Required action → Gather the lines below that include the string "pinky", copying each in full.

◇ ◇ ◇ ◇ ◇ ◇ ◇

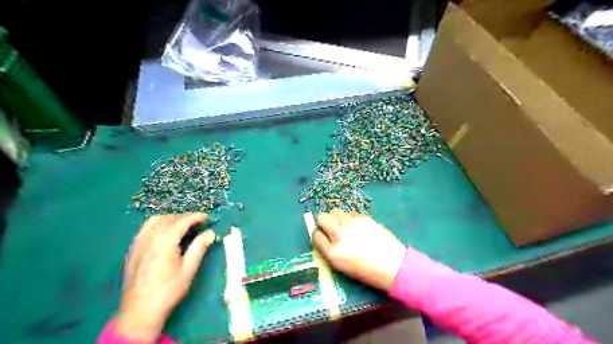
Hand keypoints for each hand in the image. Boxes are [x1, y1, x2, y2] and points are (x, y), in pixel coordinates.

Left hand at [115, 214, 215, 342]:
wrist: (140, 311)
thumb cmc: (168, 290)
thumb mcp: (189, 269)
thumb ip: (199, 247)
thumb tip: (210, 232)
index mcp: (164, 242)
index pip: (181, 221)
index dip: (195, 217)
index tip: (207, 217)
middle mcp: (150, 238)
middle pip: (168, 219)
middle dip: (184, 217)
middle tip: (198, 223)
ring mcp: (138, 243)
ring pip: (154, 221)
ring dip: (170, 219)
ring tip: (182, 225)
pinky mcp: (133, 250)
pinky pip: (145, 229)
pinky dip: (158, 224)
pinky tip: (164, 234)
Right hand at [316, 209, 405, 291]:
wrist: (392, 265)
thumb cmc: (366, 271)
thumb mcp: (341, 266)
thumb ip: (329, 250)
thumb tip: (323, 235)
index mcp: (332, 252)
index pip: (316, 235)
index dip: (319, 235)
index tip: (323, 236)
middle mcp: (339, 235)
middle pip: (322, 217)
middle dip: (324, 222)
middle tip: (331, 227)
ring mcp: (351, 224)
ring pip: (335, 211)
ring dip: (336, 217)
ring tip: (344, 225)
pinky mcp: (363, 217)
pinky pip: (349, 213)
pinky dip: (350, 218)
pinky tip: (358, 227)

◇ ◇ ◇ ◇ ◇ ◇ ◇

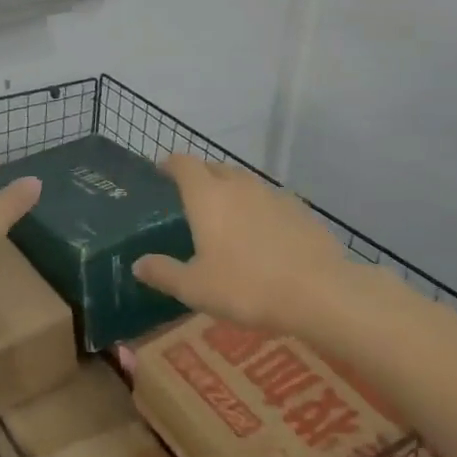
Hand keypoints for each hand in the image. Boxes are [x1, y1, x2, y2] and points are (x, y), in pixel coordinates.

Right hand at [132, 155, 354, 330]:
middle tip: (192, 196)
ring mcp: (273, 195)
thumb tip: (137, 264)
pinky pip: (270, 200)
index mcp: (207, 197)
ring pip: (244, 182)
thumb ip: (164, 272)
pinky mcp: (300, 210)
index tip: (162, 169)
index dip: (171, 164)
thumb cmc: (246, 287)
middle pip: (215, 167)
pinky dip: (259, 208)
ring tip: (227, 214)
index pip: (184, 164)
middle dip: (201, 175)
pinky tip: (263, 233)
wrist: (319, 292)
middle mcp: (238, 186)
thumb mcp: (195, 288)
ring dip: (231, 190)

◇ ◇ ◇ ◇ ◇ ◇ ◇

Output for this exercise →
pinky mcp: (133, 250)
pinky pip: (145, 229)
pinky dip: (158, 224)
pinky tip: (164, 234)
pinky mcp: (363, 217)
pinky pip: (349, 213)
pinky dip: (350, 218)
pinky tip: (358, 227)
pinky pip: (270, 200)
pinky mcp: (300, 210)
pinky dip: (259, 208)
pinky tip: (263, 233)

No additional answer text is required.